ENTRIES SHOWN:
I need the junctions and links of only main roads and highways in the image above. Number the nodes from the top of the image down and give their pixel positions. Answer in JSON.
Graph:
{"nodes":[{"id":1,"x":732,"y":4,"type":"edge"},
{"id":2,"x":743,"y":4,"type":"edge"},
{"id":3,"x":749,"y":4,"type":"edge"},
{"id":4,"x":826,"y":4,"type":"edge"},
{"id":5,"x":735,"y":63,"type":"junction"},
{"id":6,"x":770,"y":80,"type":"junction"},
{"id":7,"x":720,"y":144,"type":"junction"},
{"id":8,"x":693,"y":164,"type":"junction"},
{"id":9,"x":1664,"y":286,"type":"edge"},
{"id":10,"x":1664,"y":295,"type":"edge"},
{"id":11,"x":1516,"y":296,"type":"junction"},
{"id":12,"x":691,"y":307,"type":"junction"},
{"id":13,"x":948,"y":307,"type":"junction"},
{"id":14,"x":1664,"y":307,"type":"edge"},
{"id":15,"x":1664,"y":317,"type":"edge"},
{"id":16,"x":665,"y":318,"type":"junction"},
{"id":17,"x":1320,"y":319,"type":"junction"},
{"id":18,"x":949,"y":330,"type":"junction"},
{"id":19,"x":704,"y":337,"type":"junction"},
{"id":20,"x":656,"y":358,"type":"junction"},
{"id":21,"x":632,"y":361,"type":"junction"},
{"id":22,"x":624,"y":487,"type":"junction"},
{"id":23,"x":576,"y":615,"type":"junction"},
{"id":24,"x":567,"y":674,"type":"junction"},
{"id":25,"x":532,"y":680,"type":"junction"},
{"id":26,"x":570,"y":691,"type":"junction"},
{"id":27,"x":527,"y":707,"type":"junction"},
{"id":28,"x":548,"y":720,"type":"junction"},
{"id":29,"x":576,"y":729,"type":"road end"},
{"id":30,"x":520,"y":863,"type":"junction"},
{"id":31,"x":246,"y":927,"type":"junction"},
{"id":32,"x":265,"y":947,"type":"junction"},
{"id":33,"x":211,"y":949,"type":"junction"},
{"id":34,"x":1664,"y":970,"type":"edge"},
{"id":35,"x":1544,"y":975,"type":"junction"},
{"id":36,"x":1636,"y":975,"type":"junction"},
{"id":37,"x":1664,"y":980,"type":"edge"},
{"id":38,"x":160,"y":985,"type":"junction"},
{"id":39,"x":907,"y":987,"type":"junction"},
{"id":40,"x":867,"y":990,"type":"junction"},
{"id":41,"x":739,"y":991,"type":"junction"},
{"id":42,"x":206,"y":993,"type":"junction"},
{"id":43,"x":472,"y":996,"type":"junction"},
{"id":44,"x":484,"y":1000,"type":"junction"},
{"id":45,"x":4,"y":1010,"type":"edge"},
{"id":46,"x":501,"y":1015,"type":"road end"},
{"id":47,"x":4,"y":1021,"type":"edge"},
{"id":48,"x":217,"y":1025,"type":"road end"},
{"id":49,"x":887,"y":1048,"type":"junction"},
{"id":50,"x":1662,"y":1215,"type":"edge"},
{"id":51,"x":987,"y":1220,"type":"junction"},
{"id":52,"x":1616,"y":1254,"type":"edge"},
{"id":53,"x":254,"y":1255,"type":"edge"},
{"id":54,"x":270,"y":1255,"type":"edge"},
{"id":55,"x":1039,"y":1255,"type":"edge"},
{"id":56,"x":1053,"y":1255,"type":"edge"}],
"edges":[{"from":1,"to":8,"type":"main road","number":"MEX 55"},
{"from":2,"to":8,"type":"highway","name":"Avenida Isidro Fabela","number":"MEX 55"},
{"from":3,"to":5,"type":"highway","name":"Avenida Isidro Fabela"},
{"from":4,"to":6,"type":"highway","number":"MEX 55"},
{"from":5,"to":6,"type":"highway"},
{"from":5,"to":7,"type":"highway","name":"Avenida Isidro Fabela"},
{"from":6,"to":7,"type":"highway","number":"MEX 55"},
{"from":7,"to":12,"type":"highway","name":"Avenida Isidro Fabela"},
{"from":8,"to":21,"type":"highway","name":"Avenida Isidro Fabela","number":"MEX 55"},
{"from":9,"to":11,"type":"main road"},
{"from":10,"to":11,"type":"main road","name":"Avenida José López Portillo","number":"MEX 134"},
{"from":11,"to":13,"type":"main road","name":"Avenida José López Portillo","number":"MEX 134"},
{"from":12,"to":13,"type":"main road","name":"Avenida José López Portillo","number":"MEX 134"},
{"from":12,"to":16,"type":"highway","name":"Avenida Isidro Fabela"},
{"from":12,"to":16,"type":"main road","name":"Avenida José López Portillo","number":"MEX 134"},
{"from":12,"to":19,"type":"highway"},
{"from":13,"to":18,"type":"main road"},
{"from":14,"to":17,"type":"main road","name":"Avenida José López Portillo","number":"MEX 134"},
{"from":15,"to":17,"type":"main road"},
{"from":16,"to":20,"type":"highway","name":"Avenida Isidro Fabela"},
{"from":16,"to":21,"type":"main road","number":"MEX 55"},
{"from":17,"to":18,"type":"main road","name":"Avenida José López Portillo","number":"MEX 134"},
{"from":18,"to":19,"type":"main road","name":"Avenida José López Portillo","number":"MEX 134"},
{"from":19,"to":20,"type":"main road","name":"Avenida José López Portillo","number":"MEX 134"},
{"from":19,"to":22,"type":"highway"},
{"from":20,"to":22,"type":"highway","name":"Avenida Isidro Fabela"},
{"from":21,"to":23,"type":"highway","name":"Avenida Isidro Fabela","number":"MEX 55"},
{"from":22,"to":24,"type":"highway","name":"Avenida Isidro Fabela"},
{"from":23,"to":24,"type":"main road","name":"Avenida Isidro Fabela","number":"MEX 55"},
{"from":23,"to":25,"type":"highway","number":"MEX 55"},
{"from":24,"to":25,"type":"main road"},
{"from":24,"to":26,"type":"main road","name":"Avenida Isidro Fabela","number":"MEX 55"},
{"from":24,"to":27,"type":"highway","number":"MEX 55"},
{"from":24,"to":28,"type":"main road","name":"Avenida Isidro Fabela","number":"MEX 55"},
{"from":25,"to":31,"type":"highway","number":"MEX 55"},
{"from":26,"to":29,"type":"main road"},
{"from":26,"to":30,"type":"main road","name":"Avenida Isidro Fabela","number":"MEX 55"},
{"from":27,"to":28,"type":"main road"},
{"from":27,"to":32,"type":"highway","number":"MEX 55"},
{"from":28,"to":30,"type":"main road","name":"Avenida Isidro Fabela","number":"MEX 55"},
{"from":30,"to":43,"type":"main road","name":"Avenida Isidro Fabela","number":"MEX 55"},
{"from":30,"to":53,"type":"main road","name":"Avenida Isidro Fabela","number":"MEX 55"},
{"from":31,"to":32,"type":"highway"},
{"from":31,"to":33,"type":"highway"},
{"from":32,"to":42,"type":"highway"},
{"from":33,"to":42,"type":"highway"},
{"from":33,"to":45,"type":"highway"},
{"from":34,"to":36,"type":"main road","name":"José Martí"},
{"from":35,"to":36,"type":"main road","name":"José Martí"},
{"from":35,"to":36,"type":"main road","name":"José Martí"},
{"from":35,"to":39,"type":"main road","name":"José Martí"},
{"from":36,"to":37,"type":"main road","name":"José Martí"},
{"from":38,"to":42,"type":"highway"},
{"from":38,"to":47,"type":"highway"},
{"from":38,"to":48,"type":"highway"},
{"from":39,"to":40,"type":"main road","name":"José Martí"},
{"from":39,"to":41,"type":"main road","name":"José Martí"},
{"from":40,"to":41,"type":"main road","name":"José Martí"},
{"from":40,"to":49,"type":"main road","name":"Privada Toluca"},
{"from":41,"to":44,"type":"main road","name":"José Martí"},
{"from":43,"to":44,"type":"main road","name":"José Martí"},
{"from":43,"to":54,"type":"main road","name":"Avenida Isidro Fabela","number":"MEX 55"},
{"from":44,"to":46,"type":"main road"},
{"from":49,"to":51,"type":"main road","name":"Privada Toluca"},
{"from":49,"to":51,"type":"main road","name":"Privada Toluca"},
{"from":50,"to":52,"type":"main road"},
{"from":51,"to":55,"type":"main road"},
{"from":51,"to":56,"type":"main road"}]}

DIRECTIONS: Determine the number of lines in the listing above containing the word "nodes"; respond with that figure only.

PROBLEM SOLUTION: 2